If you are the owner of a car, there is much to consider before, during, and after the drive. While behind the wheel, “defensive driving” is the operative phrase, a mindset that’s designed to keep you and others safe. But in the grand scheme of driving, there are some questions we must ask ourselves on occasion, including whether driving remains a viable option.
No. 1: Can I Drive?
Not every individual in possession of a driver’s license should, in fact, be driving. We know that those under the influence of alcohol or drugs should never operate a motor vehicle. Even a person on certain prescription drugs must be aware that certain medicines can impair driving. These include some antidepressants, sleep aids, cold and allergy medications, and opioids. If your physician supplies you with a prescription, make sure it doesn’t impact your driving abilities. For over-the-counter aids, consult your pharmacist. If there is no alternative, then arrange for other transportation while medicated.
For elderly drivers, the decision to hand over the keys may be a difficult one to make alone. Concerns about personal mobility are strong, but the overarching point is always safety. Some of the more obvious signs of trouble involve difficulty making decisions in heavy traffic. Others include making sudden lane changes, driving slower than the posted limit, and getting lost. Increased “close calls” and “near misses” are also a worry. Accepting cognitive and physical decline is not easy. A loved one can help you through this transition.
No. 2: Do I Need to Drive?
We are in the habit of slipping behind the wheel of our vehicles and going where we want and when we want. That level of freedom is something we cherish as a society and is imbued in us since we were young. But is it always the right approach?
Combining trips is a wise decision, one that saves time and fuel. If you need to run to the grocery store, perhaps stopping first to retrieve your suit from the cleaners and picking up your children at school is a better plan. Not only will you save fuel, but it means less wear and tear on your vehicle.
Moreover, do you need to drive? A short walk is good for the mind and body, an ideal option for trips under one mile. Provided you don’t have to lug home heavy items, then consider it. If you’re visiting another city, taking the bus or train may be a better option. You won’t have to worry about parking and paying for it once you arrive. Furthermore, consider when you drive. These night driving accident statistics should cause pause. Lastly, if you rarely drive at all, do you need a car?
No. 3: Is My Car Safe?
You shouldn’t rely on the Division of Motor Vehicles (DMV) to determine whether your vehicle is drivable. Those once per year inspections are great, but what happens between those times is significantly important.
At least once per month, check your tires to ensure that they are properly inflated. Low tire pressure is dangerous as it may impact handling and control. Tires also wear out faster when they are not inflated to the levels listed in your owner’s manual. Additionally, rotate your tires regularly to ensure even wear and extend longevity.

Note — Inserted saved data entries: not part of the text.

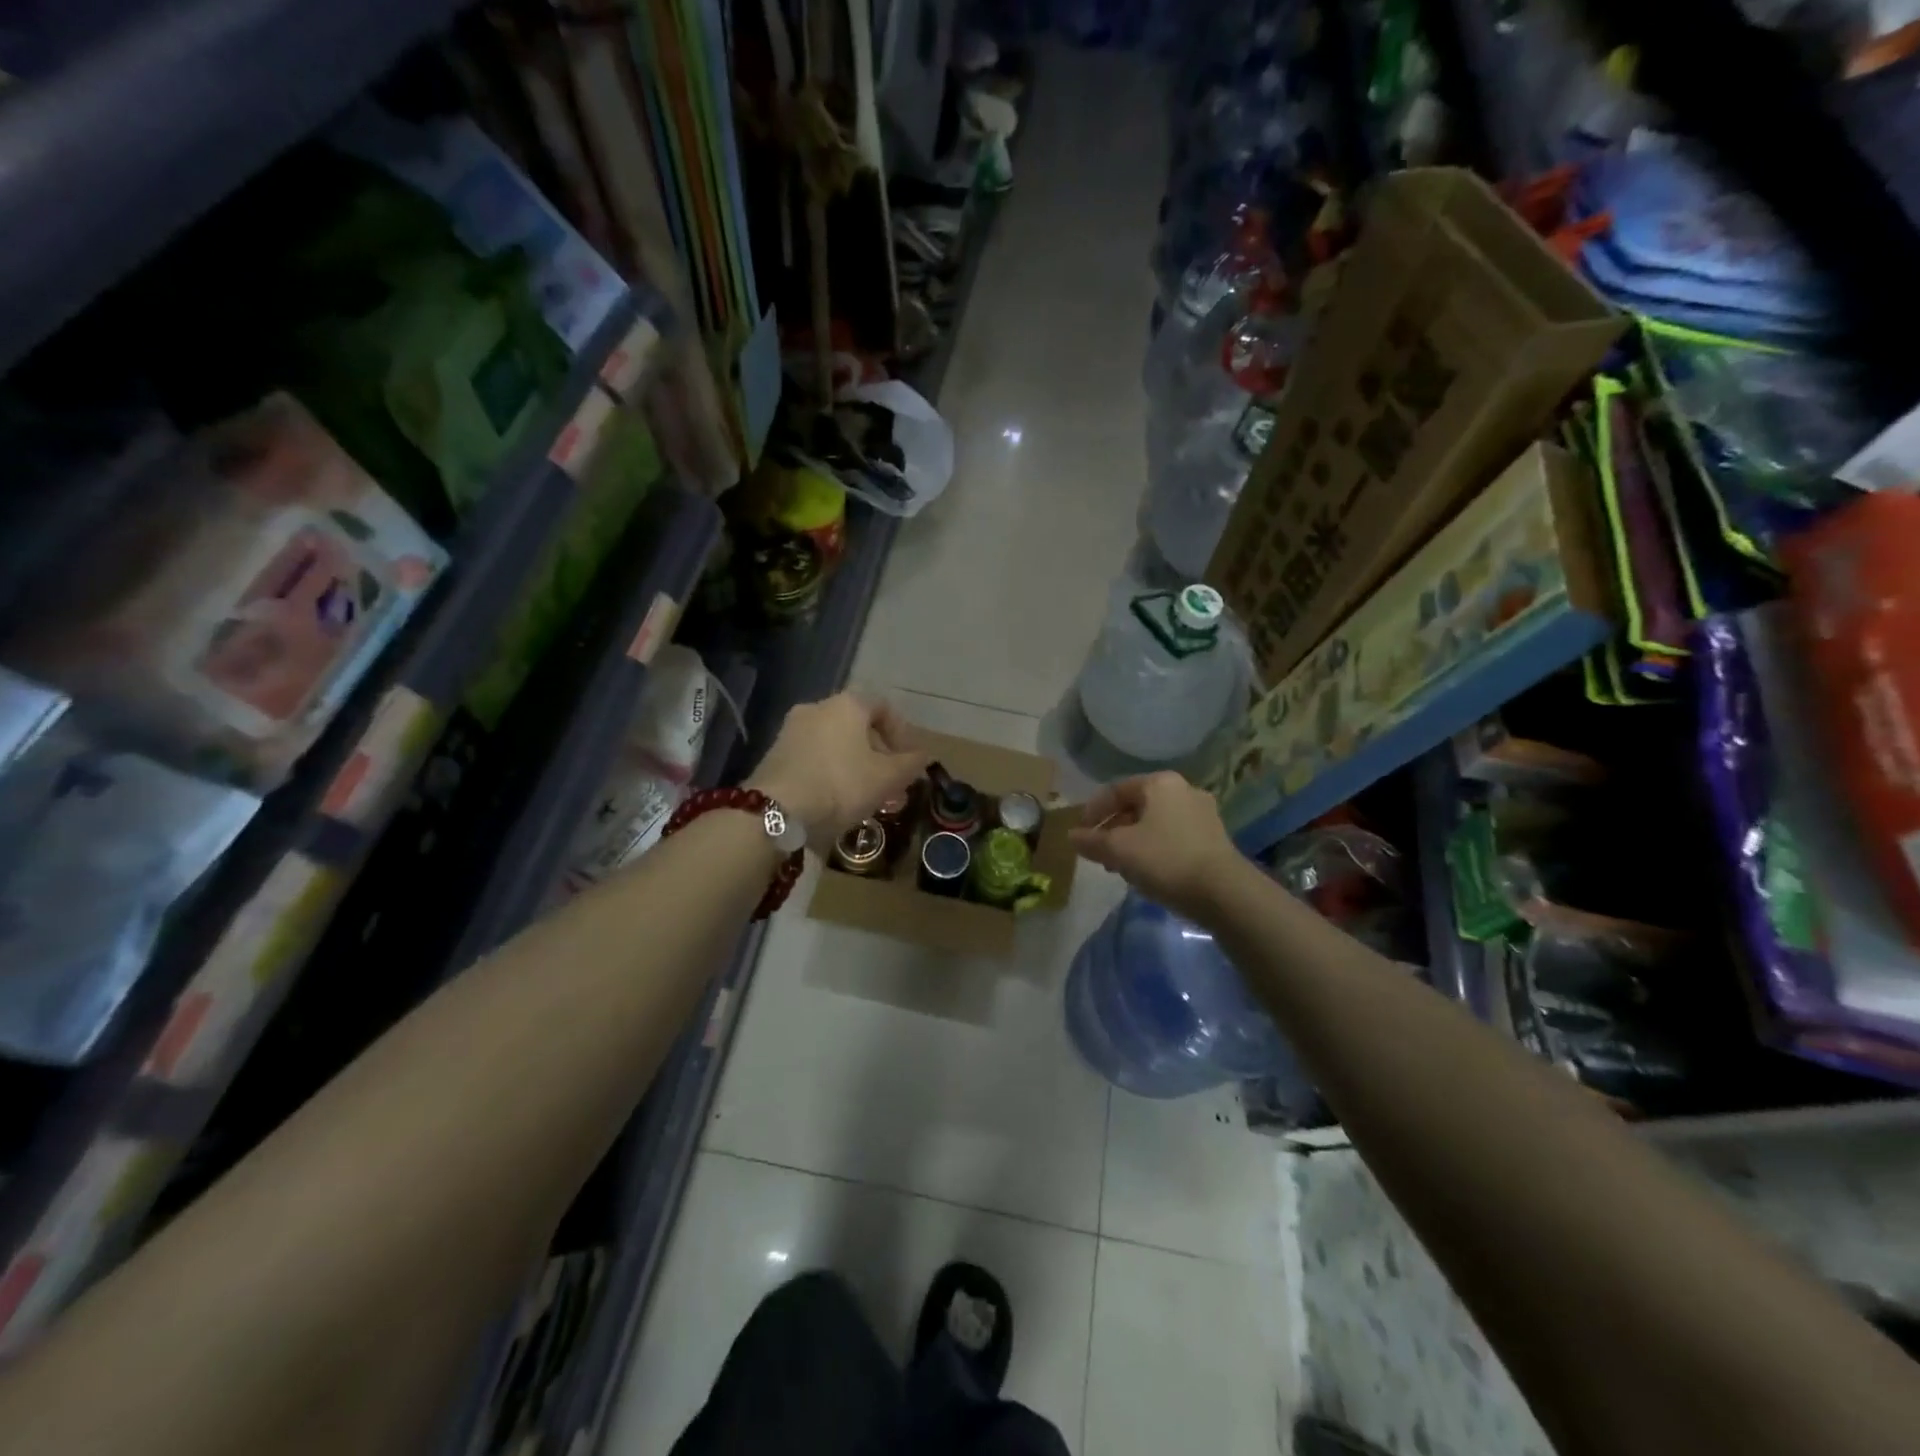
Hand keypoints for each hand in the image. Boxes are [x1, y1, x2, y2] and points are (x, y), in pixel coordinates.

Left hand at [748, 693, 929, 847]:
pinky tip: (837, 799)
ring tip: (866, 796)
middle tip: (891, 783)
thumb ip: (910, 764)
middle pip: (857, 726)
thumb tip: (922, 756)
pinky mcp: (774, 754)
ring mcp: (791, 730)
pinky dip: (831, 772)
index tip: (909, 760)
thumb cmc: (841, 784)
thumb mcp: (887, 778)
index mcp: (847, 705)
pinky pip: (813, 757)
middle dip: (878, 754)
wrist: (776, 810)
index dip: (902, 732)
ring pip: (835, 743)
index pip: (883, 706)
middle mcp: (817, 707)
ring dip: (855, 765)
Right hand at [1068, 772, 1246, 922]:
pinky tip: (1146, 872)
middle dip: (1113, 828)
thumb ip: (1092, 841)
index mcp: (1160, 783)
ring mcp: (1203, 814)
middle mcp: (1183, 790)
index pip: (1116, 789)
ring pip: (1155, 823)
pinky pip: (1173, 837)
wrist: (1223, 892)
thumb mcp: (1119, 850)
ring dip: (1132, 841)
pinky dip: (1153, 848)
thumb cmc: (1165, 859)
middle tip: (1098, 852)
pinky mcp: (1213, 838)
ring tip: (1118, 866)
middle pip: (1136, 805)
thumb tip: (1072, 836)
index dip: (1093, 811)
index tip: (1080, 833)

Tires alone won’t keep you safe. Indeed, there are other factors that may make your vehicle not safe to drive. Regular brake checks are essential too. Further, ensure that all exterior lighting is working. A clean emissions system is not only environmentally responsible, but it will safeguard no fumes back up inside the cabin. A working horn and a car that adheres to a maintenance schedule are additional factors. Finally, if your vehicle is under recall, get those “due items” accomplished as soon as possible.
No. 4: Is My Car Eco-Friendly?
“Green living” represents a way of thinking, one that considers our impact on the environment. Curbing climate change on a national or global level is a start, but ultimately it is an individual decision.
To begin, consider your current ride. Have you kept up with your jurisdiction’s smog control requirements? If so, you are meeting the minimum standards for clean driving. While behind the wheel, you can curb emissions by not idling while parked. Also, avoiding traffic jams whenever possible, will reduce bumper-to-bumper idling. Use your GPS to find a better route.
If you are in the market for a new vehicle, you don’t have to purchase a hybrid or a fully electric vehicle to make a difference. Sometimes the decision is as simple as opting for any vehicle that is low-emissions certified. These include LEV and SULEV models (low emissions and super low emissions, respectively). The latter has emissions levels that are 90 percent lower than the average gas-powered vehicle. Hybrids and certain gas-only models qualify. Details are found in the owner’s manual, on a label underneath the hood, or included with the vehicle’s Monroney.
All in all, the decision of whether to drive and what you drive rests with you. Likewise, your approach to driving will most certainly make a difference locally as well as globally.